08-29-2013 11:11 AM
I ran into an issue when installing the CDH cluster. I'm trying to install on a single machine. I selected the machine, parcels and am trying to do it as root. At the end of the installation I receiving the following error messages:
"Installation failed. Failed to receive heartbeat from agent.
Ensure that the host's hostname is configured properly.
Ensure that port 7182 is accessible on the Cloudera Manager server (check firewall rules)."
I've found this error in some other forums and attempted to make the changes suggested in those places.
These are the contents of my hosts file (I've also tried it with the localhosts line commented out).
# The following lines are desirable for IPv6 capable hosts
::1 ip6-localhost ip6-loopback
This is my netstat for the port, I assume it's just Cloudera Manager listening. I did specifically open the port on the firewall.
netstat -ntlp | grep :7182
tcp 0 0 0.0.0.0:7182 0.0.0.0:* LISTEN 1861/java
Here are the contents of cloudera-scm-agent.out:
[29/Aug/2013 10:24:31 +0000] 2867 MainThread agent INFO SCM Agent Version: 4.6.3
[29/Aug/2013 10:24:31 +0000] 2867 MainThread agent ERROR Could not determine hostname or ip address; proceeding.
Traceback (most recent call last):
File "/usr/lib/cmf/agent/src/cmf/agent.py", line 1573, in parse_arguments
ip_address = socket.gethostbyname(fqdn)
gaierror: [Errno -5] No address associated with hostname
usage: agent.py [-h] [--agent_dir AGENT_DIR]
[--agent_httpd_port AGENT_HTTPD_PORT] --package_dir
PACKAGE_DIR [--parcel_dir PARCEL_DIR]
[--standalone STANDALONE] [--master MASTER]
[--environment ENVIRONMENT] [--host_id HOST_ID]
[--disable_supervisord_events] --hostname HOSTNAME
--ip_address IP_ADDRESS [--use_tls]
[--client_keypw_file CLIENT_KEYPW_FILE] [--logfile LOGFILE]
[--logdir LOGDIR] [--optional_token] [--clear_agent_dir]
agent.py: error: argument --hostname is required
[29/Aug/2013 10:24:31 +0000] 2867 Dummy-1 agent INFO Stopping agent...
I also have the cloudera-scm-agent.log if that would be helpful.
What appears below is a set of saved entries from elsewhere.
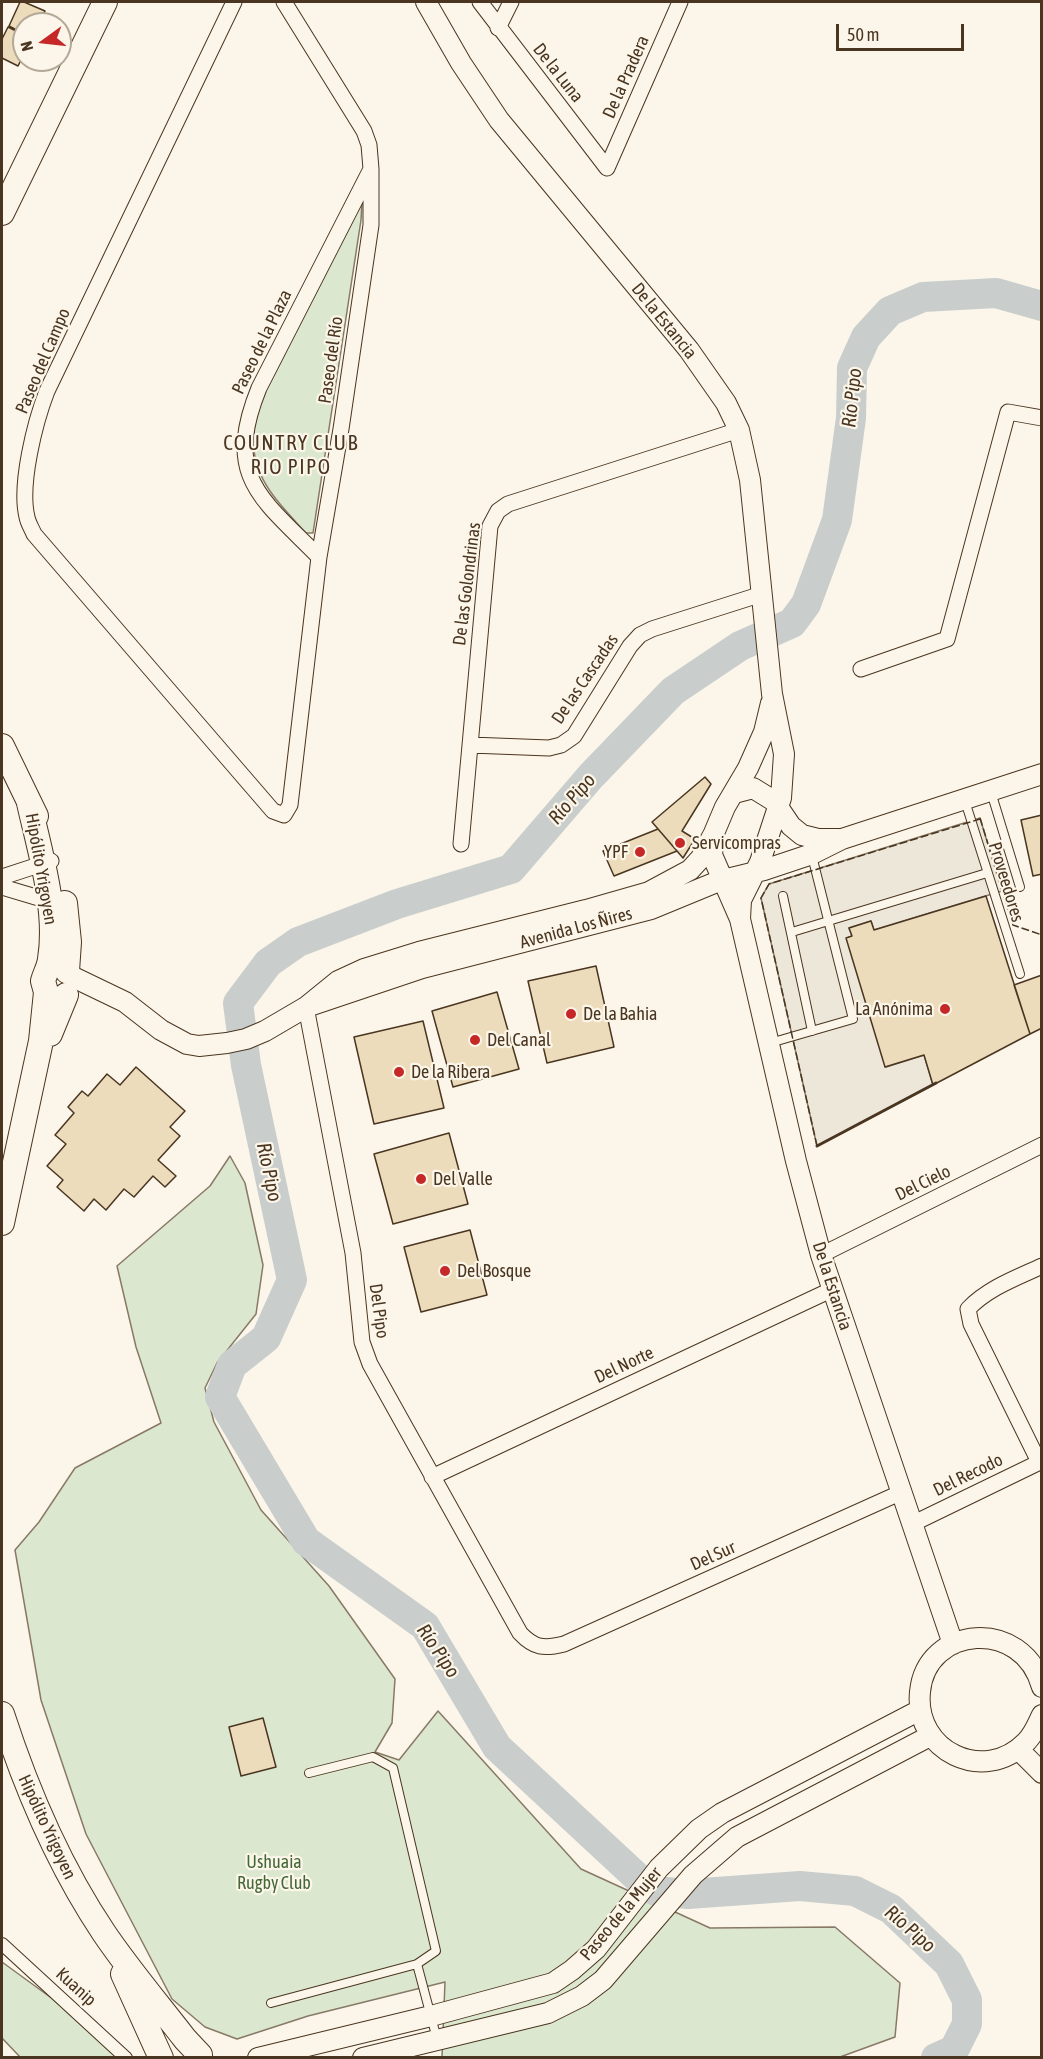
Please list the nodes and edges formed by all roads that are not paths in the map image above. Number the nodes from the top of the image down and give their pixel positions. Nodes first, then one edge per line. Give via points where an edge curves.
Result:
1 (105, 2) edge
2 (234, 2) edge
3 (244, 2) edge
4 (283, 2) edge
5 (426, 2) edge
6 (480, 2) edge
7 (511, 2) edge
8 (680, 2) edge
9 (227, 16) junction
10 (498, 28) junction
11 (607, 168) joint
12 (371, 169) junction
13 (2, 213) edge
14 (1041, 418) edge
15 (739, 430) junction
16 (319, 557) junction
17 (762, 594) junction
18 (861, 669) dead end
19 (772, 694) junction
20 (470, 745) junction
21 (2, 746) edge
22 (1041, 774) edge
23 (991, 790) junction
24 (734, 793) junction
25 (964, 799) junction
26 (779, 807) junction
27 (284, 815) joint
28 (714, 833) junction
29 (842, 839) junction
30 (461, 844) dead end
31 (812, 854) junction
32 (48, 862) junction
33 (756, 872) junction
34 (987, 873) junction
35 (2, 877) edge
36 (723, 880) junction
37 (1020, 886) dead end
38 (2, 887) edge
39 (783, 896) dead end
40 (49, 901) junction
41 (588, 917) junction
42 (740, 920) junction
43 (829, 920) junction
44 (792, 932) junction
45 (1020, 974) dead end
46 (61, 983) junction
47 (306, 1007) junction
48 (812, 1031) junction
49 (768, 1043) junction
50 (1041, 1145) edge
51 (2, 1223) edge
52 (821, 1255) junction
53 (1041, 1266) edge
54 (833, 1289) junction
55 (1040, 1462) edge
56 (432, 1477) junction
57 (902, 1492) junction
58 (912, 1524) junction
59 (953, 1644) junction
60 (538, 1647) joint
61 (1041, 1687) edge
62 (920, 1710) junction
63 (2, 1714) edge
64 (1039, 1728) edge
65 (930, 1736) junction
66 (1018, 1749) junction
67 (309, 1773) dead end
68 (1041, 1773) edge
69 (105, 1934) junction
70 (2, 1944) edge
71 (417, 1964) junction
72 (271, 2003) dead end
73 (431, 2016) junction
74 (437, 2041) junction
75 (199, 2057) edge
76 (126, 2058) edge
77 (161, 2058) edge
78 (258, 2058) edge
79 (363, 2058) edge

1 - 13 main road
2 - 9 street, Paseo del Campo
3 - 9 street
4 - 12 street, Paseo del Río via 364,130
5 - 15 street, De la Estancia via 500,120 689,350 726,403
6 - 10 street, De la Luna
7 - 10 street
8 - 11 street, De la Pradera
9 - 27 street, Paseo del Campo via 47,391 34,435 25,500 34,534 273,811
10 - 11 street, De la Luna
12 - 16 street, Paseo del Río via 371,225
12 - 16 street, Paseo de la Plaza via 259,388 244,434 248,474 257,492
14 - 18 street via 1008,412 947,639
15 - 17 street, De la Estancia via 750,480
15 - 20 street, De las Golondrinas via 508,504 498,511 490,526
16 - 27 street, Paseo del Río via 290,806
17 - 19 street, De la Estancia
17 - 20 street, De las Cascadas via 640,635 574,736 561,745
19 - 24 street, De la Estancia via 764,732
19 - 26 street, De la Estancia via 784,754
20 - 30 street, De las Golondrinas
21 - 32 main road, Hipólito Yrigoyen via 29,803
22 - 23 street, Avenida Los Ñires
23 - 25 street, Avenida Los Ñires
23 - 37 lane
24 - 26 street, Avenida Los Ñires via 753,788
24 - 28 street, De la Estancia
25 - 29 street, Avenida Los Ñires
25 - 34 lane, Proveedores
26 - 29 street, Avenida Los Ñires via 802,835
26 - 33 street, De la Estancia
28 - 36 street, De la Estancia via 712,855
28 - 41 street, Avenida Los Ñires via 701,858 684,874
29 - 31 street, Avenida Los Ñires
31 - 33 street, Avenida Los Ñires
31 - 43 lane
32 - 35 street
32 - 40 main road, Hipólito Yrigoyen
32 - 46 main road, Hipólito Yrigoyen via 64,899 69,942
33 - 36 street, Avenida Los Ñires
33 - 42 street, De la Estancia via 741,900
34 - 43 lane
34 - 45 lane, Proveedores
36 - 41 street, Avenida Los Ñires via 651,909
36 - 42 street, De la Estancia
38 - 40 street
39 - 44 lane
40 - 46 main road, Hipólito Yrigoyen via 51,946
41 - 47 street, Avenida Los Ñires via 418,952 364,969 338,981
42 - 49 street, De la Estancia
43 - 44 lane
43 - 48 lane via 853,1019
44 - 48 lane
46 - 47 street, Avenida Los Ñires via 116,997 161,1030 199,1046 246,1039
46 - 51 main road, Hipólito Yrigoyen via 44,1023
47 - 56 street, Del Pipo via 352,1253 362,1342 370,1364
48 - 49 lane
49 - 52 street, De la Estancia
50 - 52 street, Del Cielo
52 - 54 street, De la Estancia
53 - 55 street via 988,1292 968,1309 971,1324
54 - 56 street, Del Norte
54 - 57 street, De la Estancia
55 - 58 street, Del Recodo
56 - 60 street, Del Pipo via 520,1633
57 - 58 street, De la Estancia
57 - 60 street, Del Sur via 564,1644
58 - 59 street, De la Estancia
59 - 61 street via 972,1638 992,1638 1011,1645 1027,1657
59 - 62 street via 937,1655 926,1671 920,1690
62 - 65 street
62 - 73 street, Paseo de la Mujer via 722,1813 699,1829 659,1868 596,1949 553,1983
63 - 69 main road, Hipólito Yrigoyen via 44,1826
64 - 66 street
65 - 66 street via 962,1759 982,1762 1001,1759
65 - 74 street, Paseo de la Mujer via 737,1837 693,1875 603,1980 568,2005
66 - 68 street
67 - 71 lane via 373,1757 393,1768 436,1952
69 - 75 main road, Hipólito Yrigoyen
69 - 77 main road, Hipólito Yrigoyen
70 - 76 street, Kuanip
71 - 72 lane
71 - 73 lane
73 - 74 lane
73 - 78 street, Paseo de la Mujer
74 - 79 street, Paseo de la Mujer

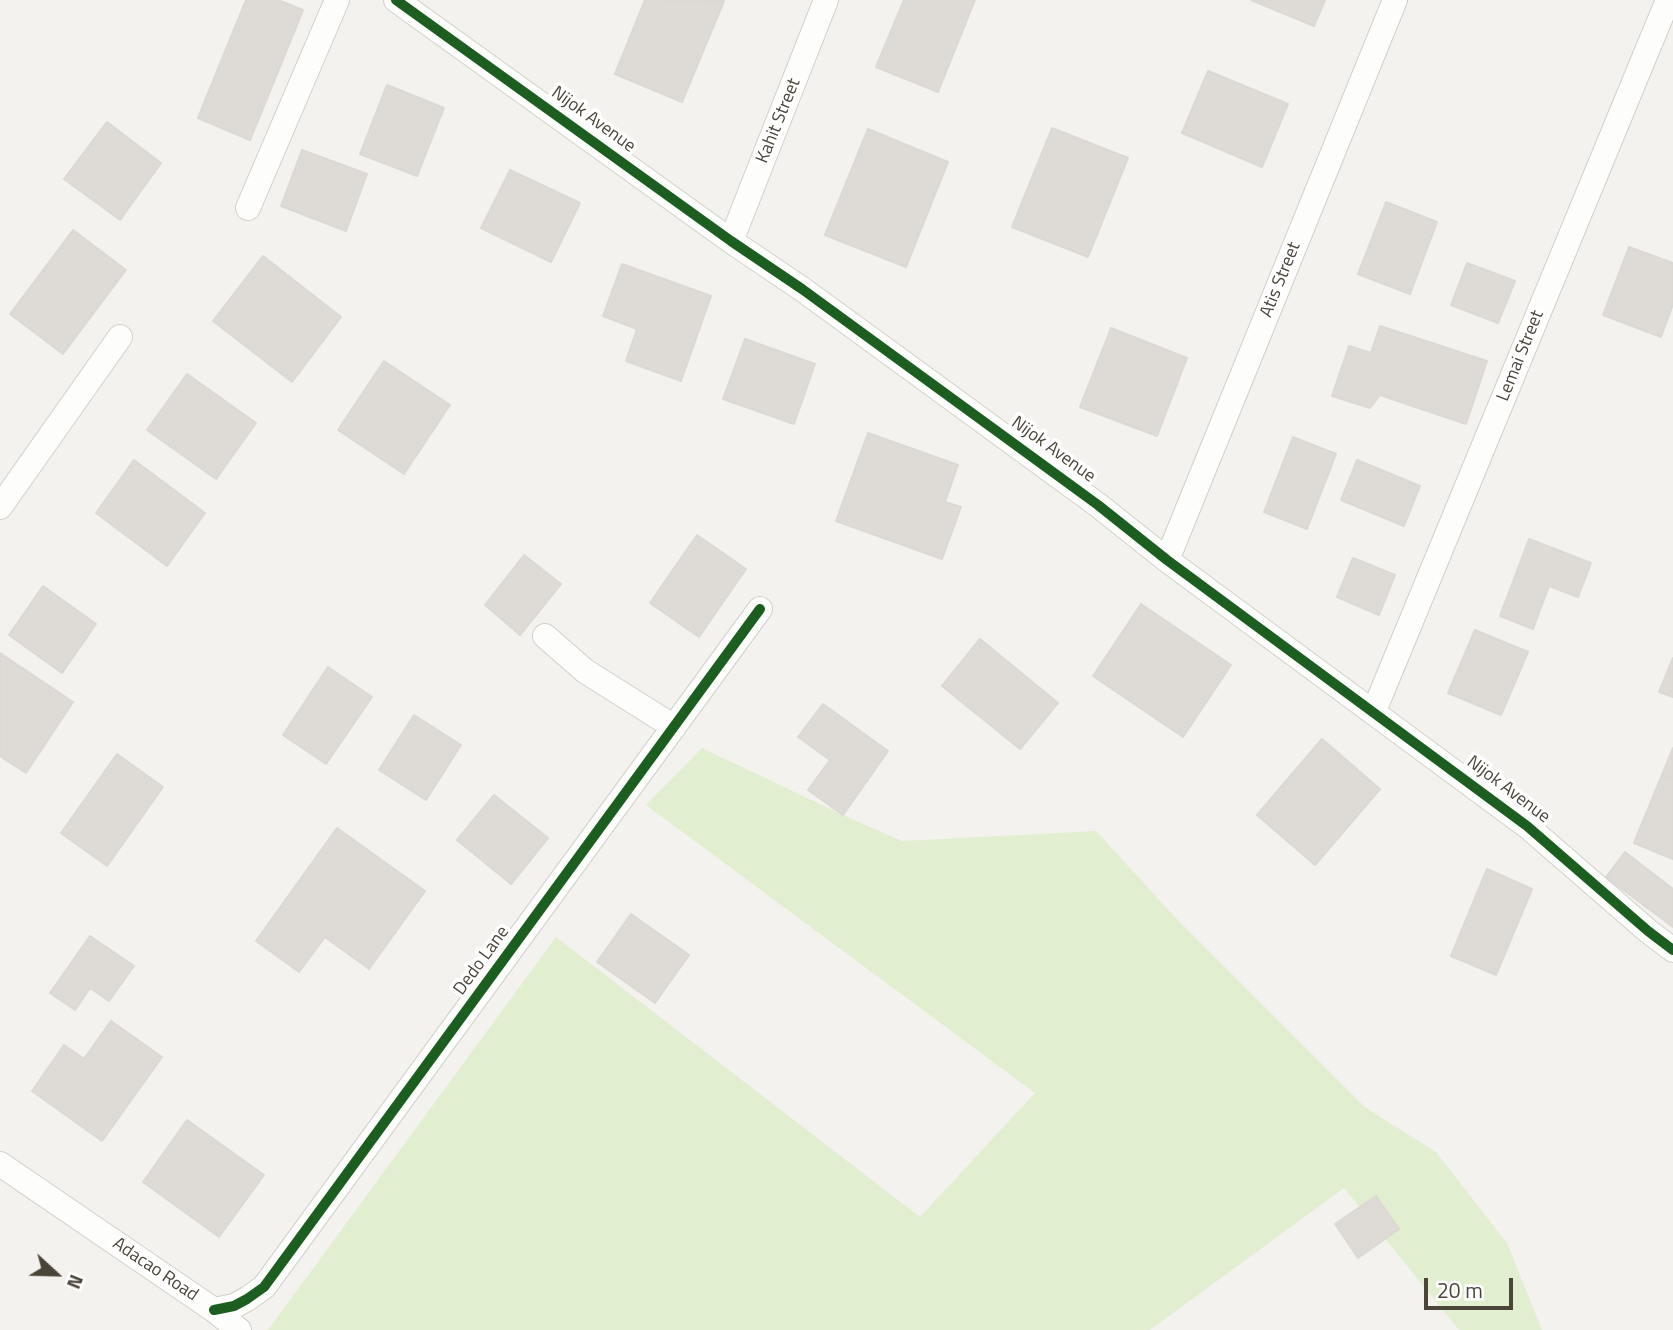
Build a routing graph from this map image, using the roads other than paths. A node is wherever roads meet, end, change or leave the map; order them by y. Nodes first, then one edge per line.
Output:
1 (337, 0) edge
2 (396, 0) edge
3 (826, 0) edge
4 (1395, 0) edge
5 (1668, 0) edge
6 (248, 208) dead end
7 (731, 241) junction
8 (120, 337) dead end
9 (0, 507) edge
10 (1167, 560) junction
11 (760, 609) dead end
12 (545, 636) dead end
13 (1374, 712) junction
14 (674, 727) junction
15 (1673, 950) edge
16 (0, 1164) edge
17 (214, 1310) junction
18 (239, 1330) edge

1 - 6 street
2 - 7 street, Nijok Avenue
3 - 7 street, Kahit Street
4 - 10 street, Atis Street
5 - 13 street, Lemai Street
7 - 10 street, Nijok Avenue
8 - 9 street
10 - 13 street, Nijok Avenue
11 - 14 street, Dedo Lane
12 - 14 street
13 - 15 street, Nijok Avenue
14 - 17 street, Dedo Lane
16 - 17 street, Adacao Road
17 - 18 street, Adacao Road

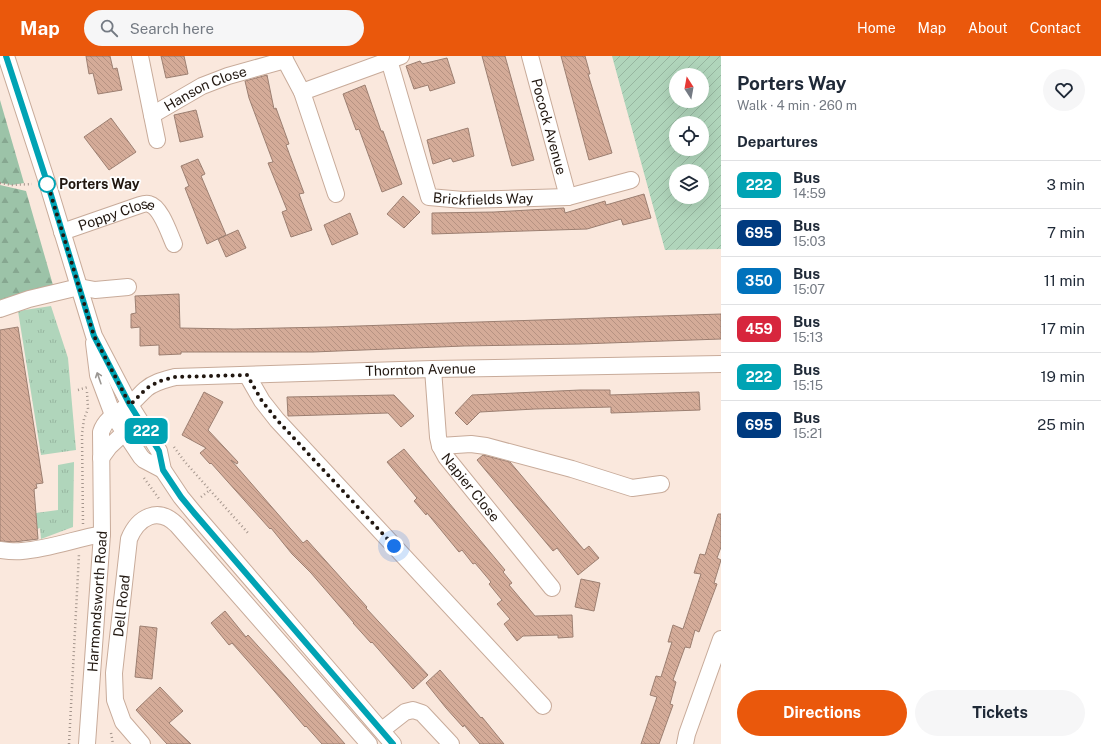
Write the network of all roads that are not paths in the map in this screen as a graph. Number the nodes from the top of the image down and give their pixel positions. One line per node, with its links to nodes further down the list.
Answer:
1 (6, 56): 12 (street)
2 (140, 56): 7 (street, Hanson Close)
3 (530, 56): 11 (street, Pocock Avenue)
4 (284, 58): 6 (street); 7 (street, Hanson Close)
5 (395, 58): 6 (street); 11 (street, Brickfields Way)
6 (302, 92): 10 (street)
7 (152, 115): 8 (street, Hanson Close)
8 (157, 140)
9 (631, 180): 11 (street, Brickfields Way)
10 (336, 194)
11 (568, 197)
12 (62, 232): 13 (street, Poppy Close); 14 (street)
13 (174, 244)
14 (79, 287): 15 (street); 16 (street); 17 (street)
15 (128, 287)
16 (0, 309)
17 (94, 336): 21 (street); 22 (street, one-way to 17)
18 (721, 364): 19 (street, Thornton Avenue)
19 (433, 369): 20 (street, Thornton Avenue); 24 (street, Napier Close)
20 (247, 375): 21 (street, Thornton Avenue); 34 (street)
21 (130, 405): 22 (street, Harmondsworth Road); 23 (street); 26 (street)
22 (114, 415): 23 (street); 25 (street, Harmondsworth Road)
23 (125, 432): 25 (street); 26 (street)
24 (440, 446): 27 (street); 30 (street, Napier Close)
25 (101, 458): 28 (street, Harmondsworth Road)
26 (163, 470): 35 (street)
27 (661, 484)
28 (102, 534): 29 (street); 33 (street, Harmondsworth Road)
29 (0, 550)
30 (552, 588)
31 (721, 639): 41 (street)
32 (114, 673): 33 (street); 37 (street, Dell Road); 38 (street, Dell Road)
33 (92, 675): 36 (street, Harmondsworth Road)
34 (543, 706)
35 (387, 725): 39 (street); 40 (street)
36 (87, 744)
37 (142, 744)
38 (369, 744)
39 (393, 744)
40 (451, 744)
41 (685, 744)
The only errors that I see in there are:
[28/Aug/2013 11:58:13 +0000] 25640 MainThread agent ERROR Failed to connect to newly launched supervisor. Agent will exit
[28/Aug/2013 11:52:44 +0000] 24811 MainThread agent INFO Trying to connect to newly launched supervisor (Attempt 4)
[28/Aug/2013 11:52:44 +0000] 24811 MainThread agent ERROR Failed! trying again in 1 second(s)
Any help would be much appreciated.
08-29-2013 11:21 AM
08-29-2013 11:23 AM
root@Accumulo3:/var/log/cloudera-scm-agent# hostname -f
hostname: Name or service not known
root@Accumulo3:/var/log/cloudera-scm-agent# python -c 'import socket; print socket.getfqdn(), socket.gethostbyname(socket.getfqdn())'
Traceback (most recent call last):
File "<string>", line 1, in <module>
socket.gaierror: [Errno -5] No address associated with hostname
08-29-2013 11:25 AM
Accumulo3.local is what I currently have in the hosts file as the FQDN since it's not a networked machine. I have tried it with just Accumulo3 as well.
08-29-2013 03:53 PM
The cloudera-scm-agent can't determine what this machine specifically believes its fully-qualified domain name is. The hostname -f queries that, as does the python blurb. Let's resolve that:
Assuming this is a centos/rhel machine, what do you have set in /etc/sysconfig/network for the fully-qualified domain name? It'd also be useful to add in /etc/hosts with the format
IP FQDN shortname
Your case has only IP and FQDN. Just ensure the shortname comes last for any entries that have them.
If not centos/rhel, ensure that you set hostname accordingly for your OS, then run those three commands again. Once those all return what's expected (the latter will return both FQDN and IP) we should be in a great place for you to try starting the agent again.
09-03-2013 11:45 AM
Thank you for all of your help! I'm on Ubuntu, so no /etc/sysconfig/network file. However, I did add "IP FQDN shortname" into the hosts file which seemed to solve the hostname -f issue. I then ran the 3rd command successfully. Then when I went back to the GUI to setup the hosts, it said that the host already existed on the machine, so I just added the parcels to that machine. I am now to the point where everything appears to be installed and I'm configuring/fixing the health. Thank you so much for your help!